#### [ACTIVITY]
Going from the top of the listing below to the line that holds "index tip: (387, 227)", reproduce each line exactly; no pictures.

#### [INPUT]
Content starts

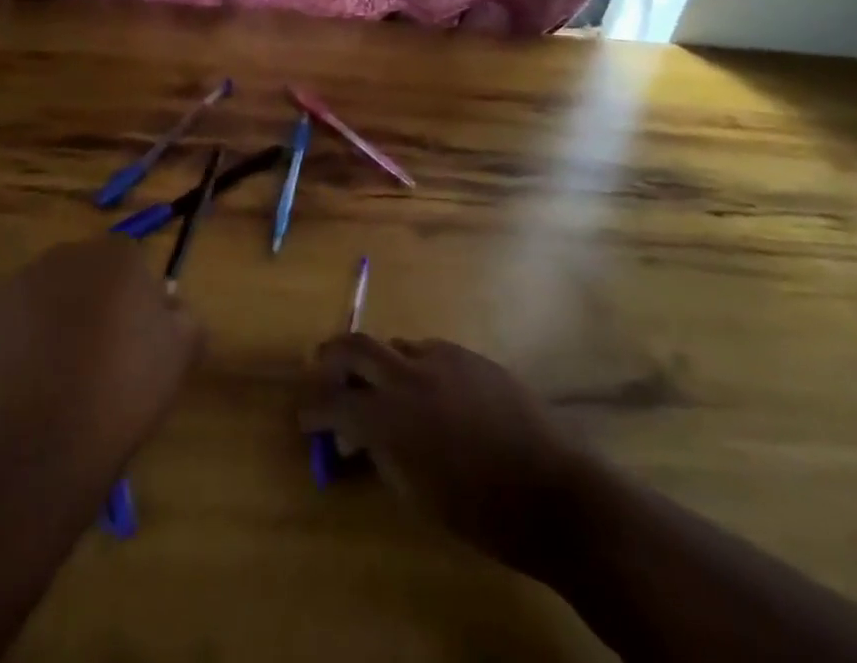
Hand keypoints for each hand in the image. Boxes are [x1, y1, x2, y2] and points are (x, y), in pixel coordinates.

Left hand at [0, 238, 199, 478]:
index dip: (133, 304)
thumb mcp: (181, 355)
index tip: (133, 344)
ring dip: (51, 322)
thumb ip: (184, 318)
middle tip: (95, 359)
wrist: (38, 444)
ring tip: (54, 380)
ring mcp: (18, 282)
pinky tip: (22, 387)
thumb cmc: (121, 392)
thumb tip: (170, 308)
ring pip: (44, 296)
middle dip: (90, 306)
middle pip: (85, 275)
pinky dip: (14, 346)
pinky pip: (7, 324)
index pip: (131, 266)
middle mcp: (67, 255)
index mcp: (119, 256)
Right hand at [299, 336, 586, 580]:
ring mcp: (442, 358)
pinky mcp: (469, 355)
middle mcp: (409, 375)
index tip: (304, 415)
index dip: (313, 407)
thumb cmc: (480, 511)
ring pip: (395, 347)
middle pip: (355, 346)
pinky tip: (428, 392)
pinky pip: (429, 352)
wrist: (553, 489)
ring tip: (381, 389)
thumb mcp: (416, 493)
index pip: (334, 401)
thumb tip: (355, 437)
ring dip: (379, 364)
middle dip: (331, 356)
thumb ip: (380, 454)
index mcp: (391, 417)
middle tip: (320, 367)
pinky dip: (414, 367)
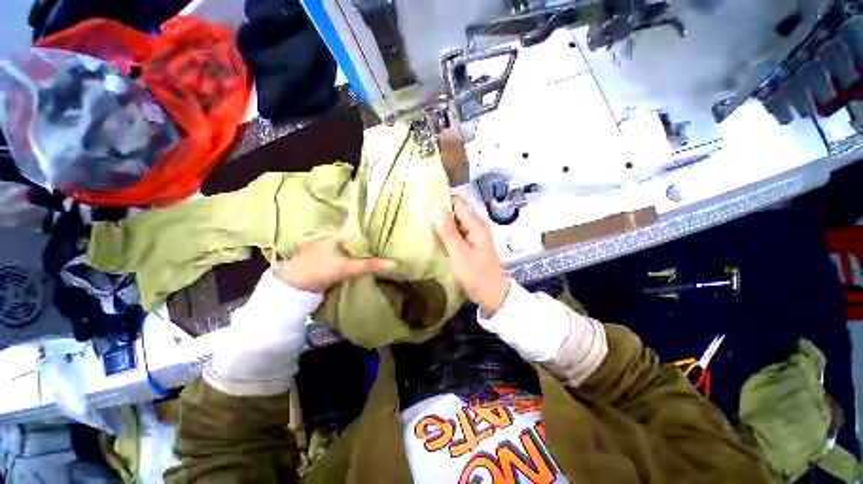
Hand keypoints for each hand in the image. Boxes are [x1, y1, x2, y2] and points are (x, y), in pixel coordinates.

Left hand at [273, 235, 393, 292]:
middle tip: (388, 240)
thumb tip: (393, 264)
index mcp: (337, 232)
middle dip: (370, 238)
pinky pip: (347, 253)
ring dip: (364, 247)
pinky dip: (356, 255)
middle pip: (356, 235)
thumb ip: (370, 265)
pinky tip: (366, 258)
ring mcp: (329, 246)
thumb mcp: (347, 267)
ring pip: (351, 244)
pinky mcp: (328, 258)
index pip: (358, 223)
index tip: (387, 227)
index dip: (372, 225)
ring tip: (381, 248)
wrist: (294, 286)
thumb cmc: (320, 269)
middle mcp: (334, 235)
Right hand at [434, 194, 510, 316]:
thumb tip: (437, 208)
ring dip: (442, 221)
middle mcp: (476, 226)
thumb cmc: (477, 275)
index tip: (425, 200)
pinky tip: (434, 235)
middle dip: (440, 210)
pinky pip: (457, 232)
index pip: (458, 202)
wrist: (493, 294)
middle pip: (457, 210)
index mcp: (476, 225)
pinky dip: (446, 232)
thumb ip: (449, 232)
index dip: (442, 199)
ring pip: (456, 221)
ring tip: (422, 221)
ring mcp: (474, 235)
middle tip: (420, 212)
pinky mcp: (471, 244)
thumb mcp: (460, 254)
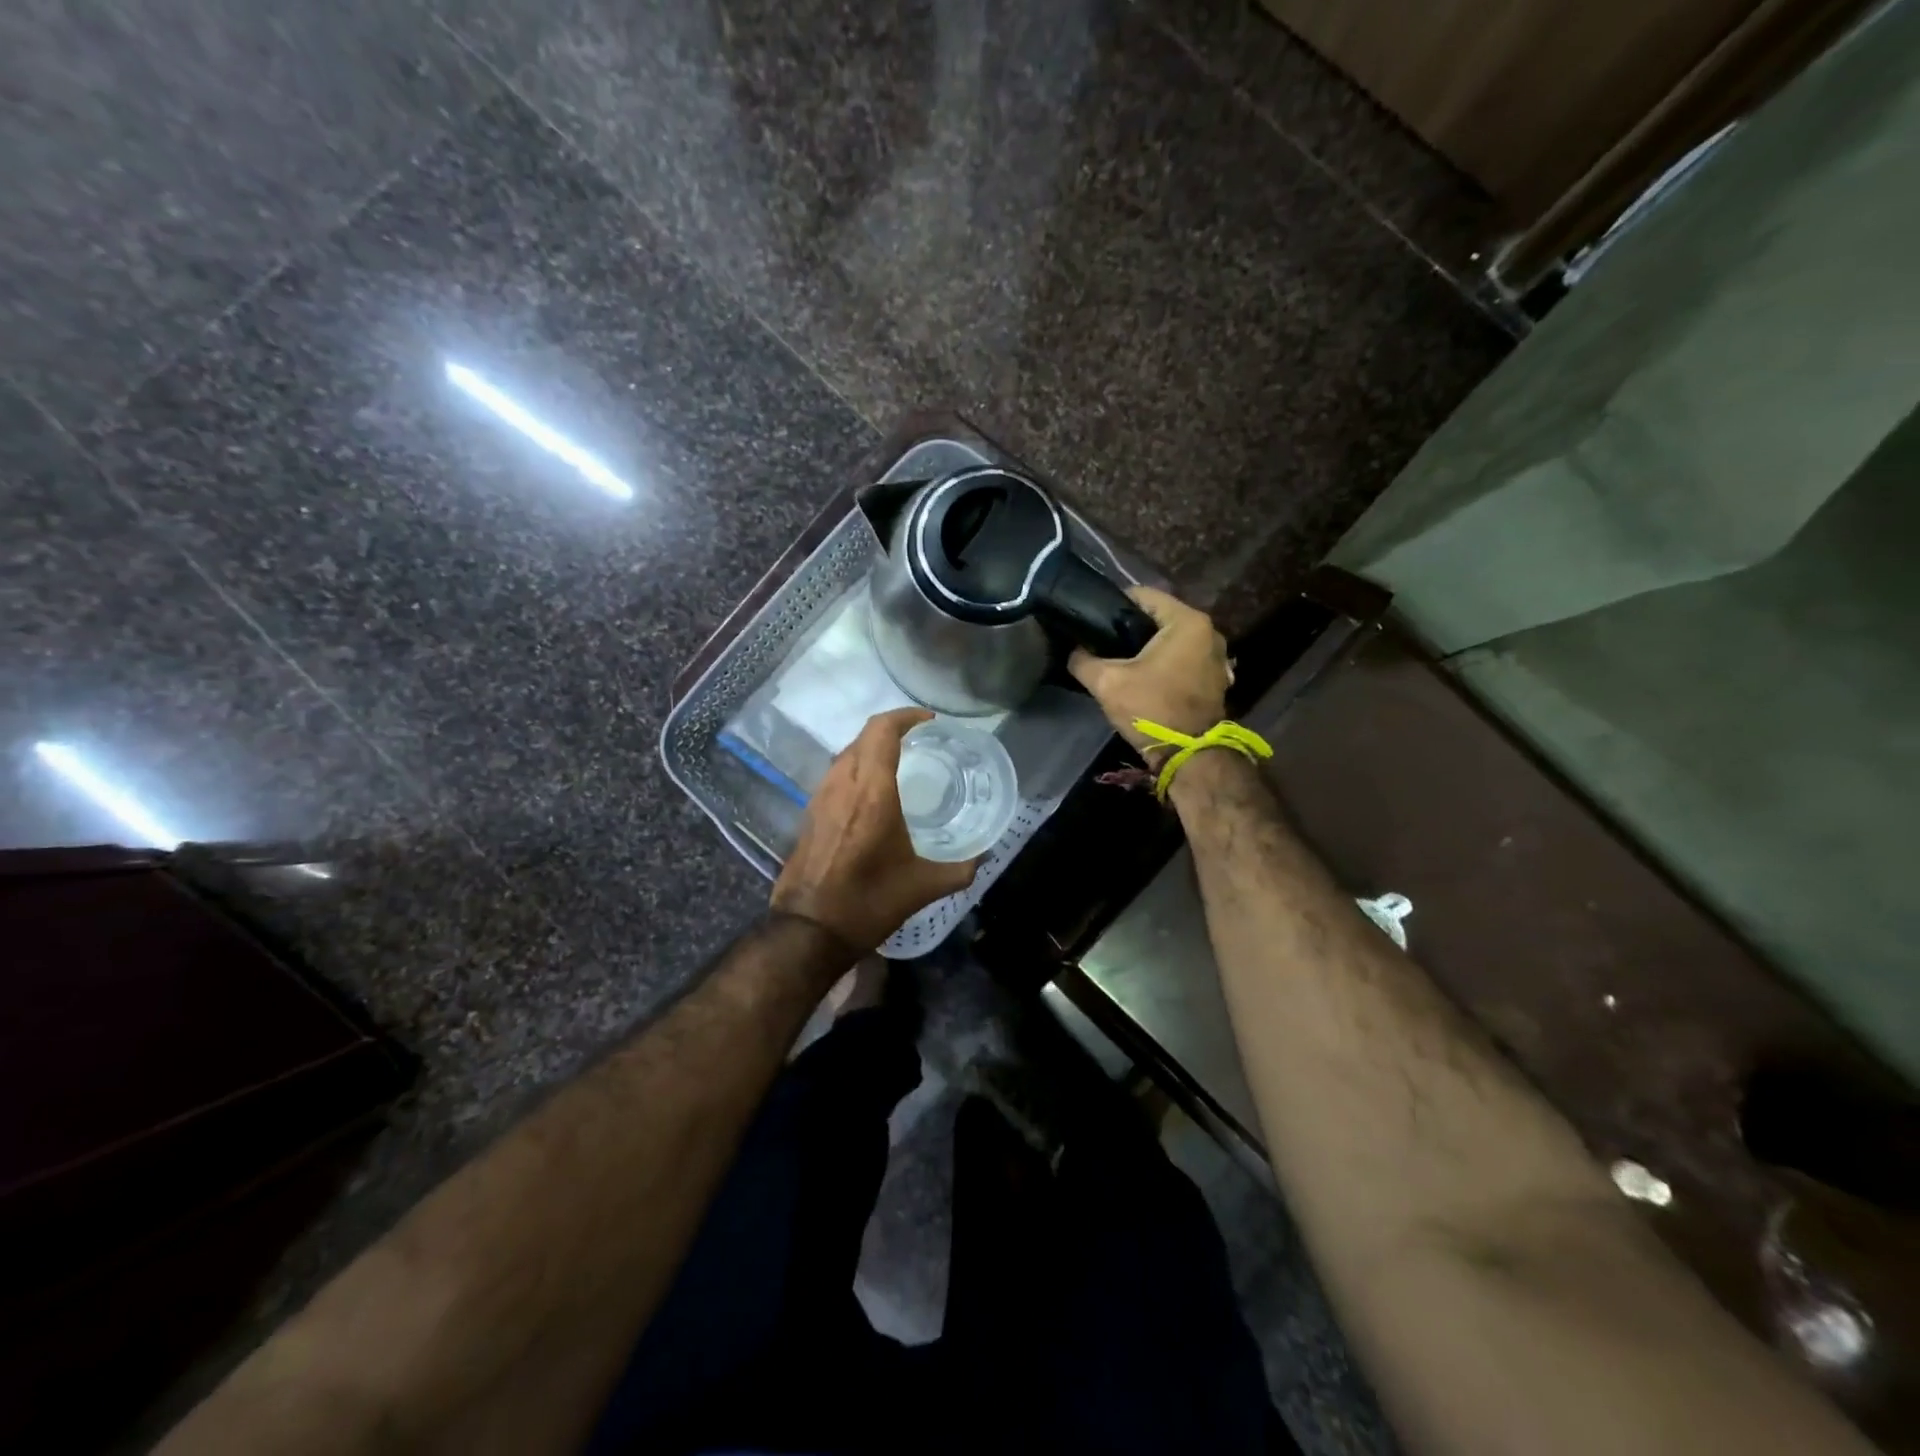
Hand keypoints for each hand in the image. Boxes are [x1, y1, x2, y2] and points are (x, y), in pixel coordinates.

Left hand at [771, 707, 979, 953]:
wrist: (809, 930)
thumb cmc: (869, 902)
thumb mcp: (923, 887)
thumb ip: (959, 868)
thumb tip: (982, 857)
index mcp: (872, 792)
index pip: (882, 731)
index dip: (906, 716)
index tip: (929, 722)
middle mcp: (843, 785)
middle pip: (864, 736)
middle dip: (892, 729)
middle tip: (921, 741)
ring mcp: (820, 798)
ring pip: (846, 754)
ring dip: (872, 748)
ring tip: (900, 763)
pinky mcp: (809, 813)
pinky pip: (836, 775)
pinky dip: (857, 769)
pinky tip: (873, 793)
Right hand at [1068, 586, 1230, 754]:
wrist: (1189, 756)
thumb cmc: (1151, 709)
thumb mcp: (1106, 682)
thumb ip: (1083, 660)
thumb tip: (1074, 651)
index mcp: (1187, 621)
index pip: (1143, 595)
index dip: (1113, 605)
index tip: (1093, 621)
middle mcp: (1209, 632)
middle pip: (1158, 618)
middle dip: (1130, 628)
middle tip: (1102, 643)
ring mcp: (1216, 656)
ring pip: (1171, 640)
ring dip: (1147, 648)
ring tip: (1120, 661)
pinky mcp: (1214, 678)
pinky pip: (1182, 659)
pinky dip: (1164, 663)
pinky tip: (1143, 678)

Content ends

#### [RESULT OF THE TASK]
Hand keypoints for each hand in the image. Boxes are [x1, y1, x2, y2] and points are (x, y), in pixel coordinates.

Left hand at [0, 238, 199, 478]:
index dip: (133, 304)
thumb mcp: (181, 355)
index tip: (133, 344)
ring dip: (51, 322)
thumb ip: (184, 318)
middle tip: (95, 359)
wrist: (38, 444)
ring tip: (54, 380)
ring mcp: (18, 282)
pinky tip: (22, 387)
thumb cmc: (121, 392)
thumb tip: (170, 308)
ring pip: (44, 296)
middle dip: (90, 306)
middle pip: (85, 275)
pinky dip: (14, 346)
pinky pip: (7, 324)
index pip: (131, 266)
middle mcp: (67, 255)
index mcp: (119, 256)
Right hand at [299, 336, 586, 580]:
ring mcp: (442, 358)
pinky mcp: (469, 355)
middle mcp: (409, 375)
index tip: (304, 415)
index dip: (313, 407)
thumb cmc: (480, 511)
ring pip: (395, 347)
middle pip: (355, 346)
pinky tip: (428, 392)
pinky pip: (429, 352)
wrist: (553, 489)
ring tip: (381, 389)
thumb mcp: (416, 493)
index pip: (334, 401)
thumb tip: (355, 437)
ring dip: (379, 364)
middle dip: (331, 356)
thumb ip: (380, 454)
index mcp: (391, 417)
middle tip: (320, 367)
pinky dip: (414, 367)
Hand keypoints for each hand in the image. Boxes are [x1, y1, x2, y2] and points are (x, y), in pixel coordinates.

Left hand at [273, 235, 393, 292]:
middle tip: (388, 240)
thumb tip: (393, 264)
index mcp: (337, 232)
middle dip: (370, 238)
pinky pip: (347, 253)
ring dip: (364, 247)
pinky dip: (356, 255)
middle pip: (356, 235)
thumb ip: (370, 265)
pinky tip: (366, 258)
ring mcp: (329, 246)
thumb mcp: (347, 267)
ring pip: (351, 244)
pinky mcp: (328, 258)
index pip: (358, 223)
index tip: (387, 227)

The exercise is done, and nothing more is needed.